* _Entries shown_:
━━━━

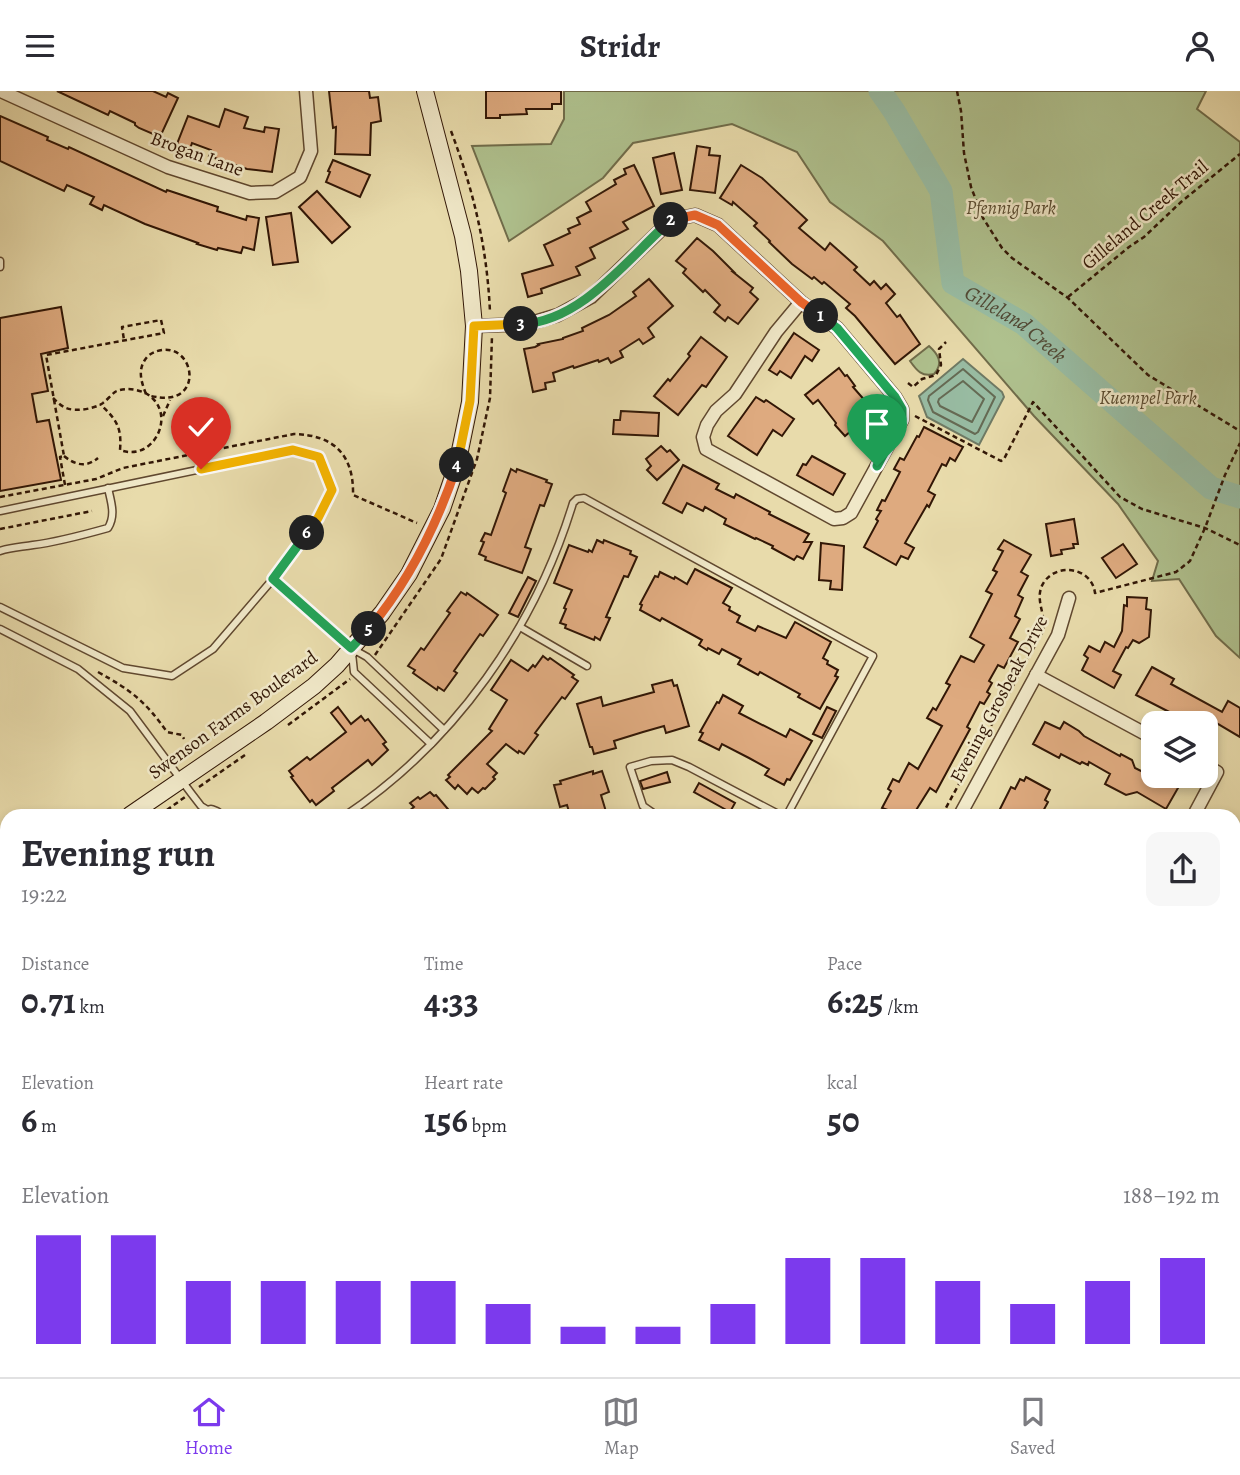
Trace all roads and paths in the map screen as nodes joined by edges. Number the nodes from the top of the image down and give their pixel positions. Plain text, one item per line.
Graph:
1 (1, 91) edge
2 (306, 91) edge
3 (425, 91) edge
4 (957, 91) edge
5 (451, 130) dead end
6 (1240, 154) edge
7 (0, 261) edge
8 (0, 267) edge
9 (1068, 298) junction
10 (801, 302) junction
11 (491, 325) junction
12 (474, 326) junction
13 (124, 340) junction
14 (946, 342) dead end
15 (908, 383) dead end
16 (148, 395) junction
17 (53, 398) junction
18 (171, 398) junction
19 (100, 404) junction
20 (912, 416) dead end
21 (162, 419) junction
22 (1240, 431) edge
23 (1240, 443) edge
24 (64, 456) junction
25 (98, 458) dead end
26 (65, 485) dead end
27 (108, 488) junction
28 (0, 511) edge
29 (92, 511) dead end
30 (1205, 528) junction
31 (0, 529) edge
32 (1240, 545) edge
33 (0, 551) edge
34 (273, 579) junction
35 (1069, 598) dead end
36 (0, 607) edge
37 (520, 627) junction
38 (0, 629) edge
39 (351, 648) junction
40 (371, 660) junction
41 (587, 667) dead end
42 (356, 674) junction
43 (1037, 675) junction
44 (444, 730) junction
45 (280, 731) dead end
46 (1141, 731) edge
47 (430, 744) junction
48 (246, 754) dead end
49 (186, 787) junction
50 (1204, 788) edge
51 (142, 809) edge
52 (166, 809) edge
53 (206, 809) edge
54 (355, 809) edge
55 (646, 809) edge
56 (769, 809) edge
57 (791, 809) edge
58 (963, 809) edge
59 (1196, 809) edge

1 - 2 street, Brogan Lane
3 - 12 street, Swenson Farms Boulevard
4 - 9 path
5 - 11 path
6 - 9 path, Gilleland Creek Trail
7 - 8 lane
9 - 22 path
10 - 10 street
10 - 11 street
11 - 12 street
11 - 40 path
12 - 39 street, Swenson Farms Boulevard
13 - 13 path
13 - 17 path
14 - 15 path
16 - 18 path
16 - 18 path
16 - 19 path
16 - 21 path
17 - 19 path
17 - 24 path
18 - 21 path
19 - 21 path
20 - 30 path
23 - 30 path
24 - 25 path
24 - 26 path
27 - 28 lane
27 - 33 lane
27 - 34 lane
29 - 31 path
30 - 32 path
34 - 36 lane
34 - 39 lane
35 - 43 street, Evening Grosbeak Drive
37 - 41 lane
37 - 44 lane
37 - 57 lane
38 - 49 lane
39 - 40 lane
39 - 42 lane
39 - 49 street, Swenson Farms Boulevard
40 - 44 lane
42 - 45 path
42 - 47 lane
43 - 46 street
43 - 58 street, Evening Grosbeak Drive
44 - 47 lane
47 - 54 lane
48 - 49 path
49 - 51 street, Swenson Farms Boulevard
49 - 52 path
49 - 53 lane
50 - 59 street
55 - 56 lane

━━━━

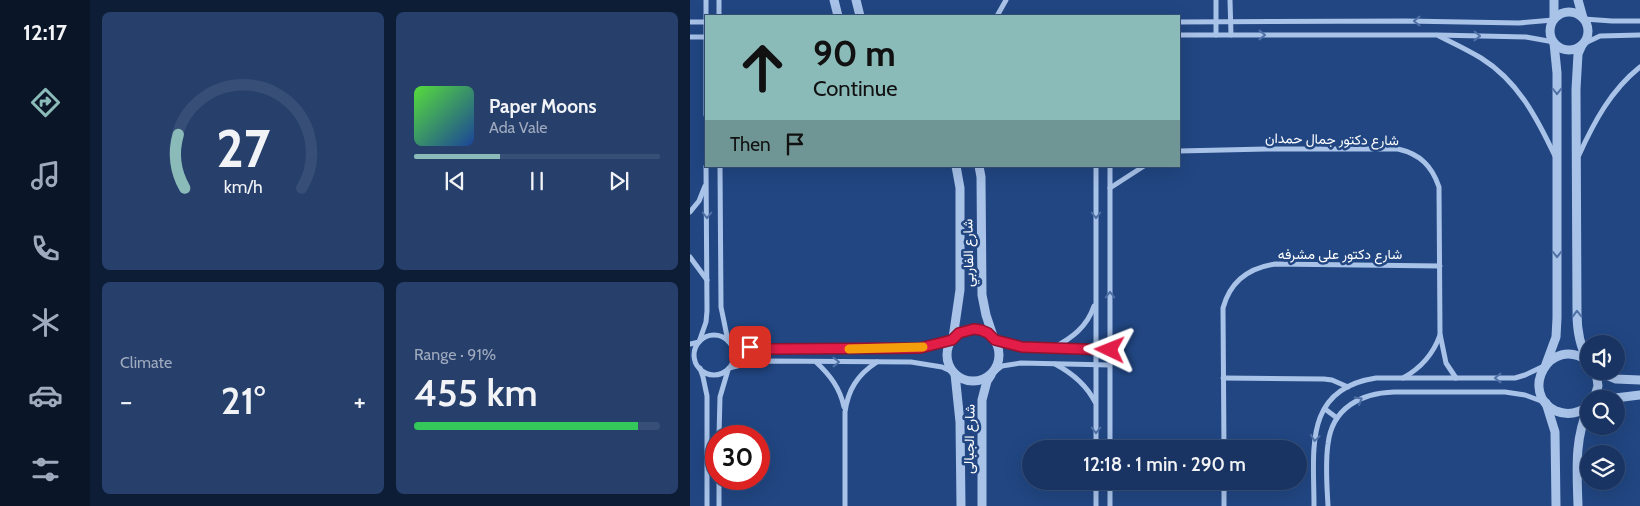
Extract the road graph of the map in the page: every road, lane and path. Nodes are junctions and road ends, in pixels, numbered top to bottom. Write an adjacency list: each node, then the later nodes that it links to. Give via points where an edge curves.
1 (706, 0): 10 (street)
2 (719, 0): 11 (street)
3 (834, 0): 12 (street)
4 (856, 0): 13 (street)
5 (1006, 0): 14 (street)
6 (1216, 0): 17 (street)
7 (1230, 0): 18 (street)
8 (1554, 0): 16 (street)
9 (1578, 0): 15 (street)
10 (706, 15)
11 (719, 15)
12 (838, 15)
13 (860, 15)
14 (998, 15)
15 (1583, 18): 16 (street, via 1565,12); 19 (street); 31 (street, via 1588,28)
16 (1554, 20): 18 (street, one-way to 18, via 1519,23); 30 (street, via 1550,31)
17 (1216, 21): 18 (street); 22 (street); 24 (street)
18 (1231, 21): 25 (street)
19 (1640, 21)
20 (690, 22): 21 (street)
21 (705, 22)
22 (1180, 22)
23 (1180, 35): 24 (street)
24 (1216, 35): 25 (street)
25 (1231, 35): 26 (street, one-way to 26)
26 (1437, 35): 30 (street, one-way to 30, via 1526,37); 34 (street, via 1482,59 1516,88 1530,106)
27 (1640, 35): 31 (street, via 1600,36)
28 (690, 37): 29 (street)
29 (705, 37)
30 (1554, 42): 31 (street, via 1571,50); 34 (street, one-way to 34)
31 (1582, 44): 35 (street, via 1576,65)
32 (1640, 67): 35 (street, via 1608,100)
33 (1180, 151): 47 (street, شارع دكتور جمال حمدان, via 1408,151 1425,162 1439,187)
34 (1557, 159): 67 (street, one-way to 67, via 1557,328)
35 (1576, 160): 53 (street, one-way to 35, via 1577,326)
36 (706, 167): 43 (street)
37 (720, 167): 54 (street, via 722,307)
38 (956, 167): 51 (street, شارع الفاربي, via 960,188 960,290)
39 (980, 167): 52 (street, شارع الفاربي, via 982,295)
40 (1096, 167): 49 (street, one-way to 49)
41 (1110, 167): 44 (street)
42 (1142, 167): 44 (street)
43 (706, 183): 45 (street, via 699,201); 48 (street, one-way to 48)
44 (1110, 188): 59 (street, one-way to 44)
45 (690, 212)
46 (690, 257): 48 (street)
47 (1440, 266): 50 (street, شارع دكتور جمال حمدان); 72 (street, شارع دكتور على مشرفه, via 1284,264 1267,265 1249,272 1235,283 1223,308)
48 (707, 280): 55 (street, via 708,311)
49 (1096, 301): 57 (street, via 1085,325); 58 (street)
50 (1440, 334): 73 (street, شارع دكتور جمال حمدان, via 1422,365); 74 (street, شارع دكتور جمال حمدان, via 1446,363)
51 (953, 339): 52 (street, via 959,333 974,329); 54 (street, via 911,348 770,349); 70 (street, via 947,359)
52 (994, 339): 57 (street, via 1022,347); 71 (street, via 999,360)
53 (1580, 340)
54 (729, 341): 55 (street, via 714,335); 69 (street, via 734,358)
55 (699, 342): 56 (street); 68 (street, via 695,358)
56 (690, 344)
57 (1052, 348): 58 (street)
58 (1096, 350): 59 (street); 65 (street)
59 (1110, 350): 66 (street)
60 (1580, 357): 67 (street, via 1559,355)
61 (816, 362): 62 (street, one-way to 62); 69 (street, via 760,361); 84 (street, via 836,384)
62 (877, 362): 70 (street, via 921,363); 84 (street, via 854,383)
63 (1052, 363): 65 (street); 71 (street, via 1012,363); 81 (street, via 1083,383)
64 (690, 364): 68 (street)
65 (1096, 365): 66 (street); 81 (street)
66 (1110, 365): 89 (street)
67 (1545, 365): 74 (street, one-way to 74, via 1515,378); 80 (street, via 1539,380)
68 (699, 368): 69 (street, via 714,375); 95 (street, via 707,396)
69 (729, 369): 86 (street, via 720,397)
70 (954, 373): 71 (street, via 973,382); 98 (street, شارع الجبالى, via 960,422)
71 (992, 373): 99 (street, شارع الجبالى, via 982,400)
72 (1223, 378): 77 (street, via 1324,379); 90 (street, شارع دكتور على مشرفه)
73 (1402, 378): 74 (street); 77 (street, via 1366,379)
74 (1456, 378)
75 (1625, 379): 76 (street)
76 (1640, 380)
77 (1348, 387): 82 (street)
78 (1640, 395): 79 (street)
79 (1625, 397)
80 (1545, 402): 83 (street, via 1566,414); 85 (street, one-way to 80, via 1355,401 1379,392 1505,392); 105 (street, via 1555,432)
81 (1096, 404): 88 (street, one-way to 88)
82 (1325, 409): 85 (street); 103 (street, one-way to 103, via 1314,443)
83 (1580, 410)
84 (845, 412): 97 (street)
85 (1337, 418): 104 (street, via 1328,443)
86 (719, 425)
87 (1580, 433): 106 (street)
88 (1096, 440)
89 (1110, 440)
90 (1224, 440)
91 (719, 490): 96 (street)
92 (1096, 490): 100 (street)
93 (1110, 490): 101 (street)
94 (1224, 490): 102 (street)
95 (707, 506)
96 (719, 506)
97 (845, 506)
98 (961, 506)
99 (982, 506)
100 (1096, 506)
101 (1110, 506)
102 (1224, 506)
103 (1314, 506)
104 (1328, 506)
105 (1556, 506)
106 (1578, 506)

━━━━

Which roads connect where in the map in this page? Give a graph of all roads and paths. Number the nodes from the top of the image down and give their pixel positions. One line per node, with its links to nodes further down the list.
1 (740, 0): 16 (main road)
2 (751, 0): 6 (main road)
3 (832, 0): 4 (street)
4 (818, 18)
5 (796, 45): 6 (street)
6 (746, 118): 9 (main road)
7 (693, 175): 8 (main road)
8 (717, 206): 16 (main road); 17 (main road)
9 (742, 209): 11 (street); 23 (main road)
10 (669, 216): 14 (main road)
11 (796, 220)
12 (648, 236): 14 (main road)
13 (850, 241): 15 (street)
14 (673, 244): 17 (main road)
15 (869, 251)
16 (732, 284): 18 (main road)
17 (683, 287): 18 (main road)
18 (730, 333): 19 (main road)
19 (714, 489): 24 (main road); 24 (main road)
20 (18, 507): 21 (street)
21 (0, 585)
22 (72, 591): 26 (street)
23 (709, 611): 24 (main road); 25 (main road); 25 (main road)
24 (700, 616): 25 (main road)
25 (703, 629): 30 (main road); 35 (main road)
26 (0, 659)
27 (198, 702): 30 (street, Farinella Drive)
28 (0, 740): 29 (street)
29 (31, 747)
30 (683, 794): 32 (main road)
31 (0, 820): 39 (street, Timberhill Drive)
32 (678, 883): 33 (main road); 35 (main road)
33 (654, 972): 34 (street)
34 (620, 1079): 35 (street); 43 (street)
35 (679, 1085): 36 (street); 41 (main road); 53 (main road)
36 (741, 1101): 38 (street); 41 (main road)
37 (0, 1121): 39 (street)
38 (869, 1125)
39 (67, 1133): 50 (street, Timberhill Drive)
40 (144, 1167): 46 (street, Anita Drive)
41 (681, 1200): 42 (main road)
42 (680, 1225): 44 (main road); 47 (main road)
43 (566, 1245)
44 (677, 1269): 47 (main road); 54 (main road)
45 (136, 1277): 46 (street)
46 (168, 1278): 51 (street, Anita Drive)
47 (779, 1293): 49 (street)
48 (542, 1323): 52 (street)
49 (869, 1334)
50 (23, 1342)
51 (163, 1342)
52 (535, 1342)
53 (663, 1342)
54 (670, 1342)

━━━━

* _Required work_: Filter the records for the string "Grosbeak" and copy every line that holds it.

* _Output of the task_:
35 - 43 street, Evening Grosbeak Drive
43 - 58 street, Evening Grosbeak Drive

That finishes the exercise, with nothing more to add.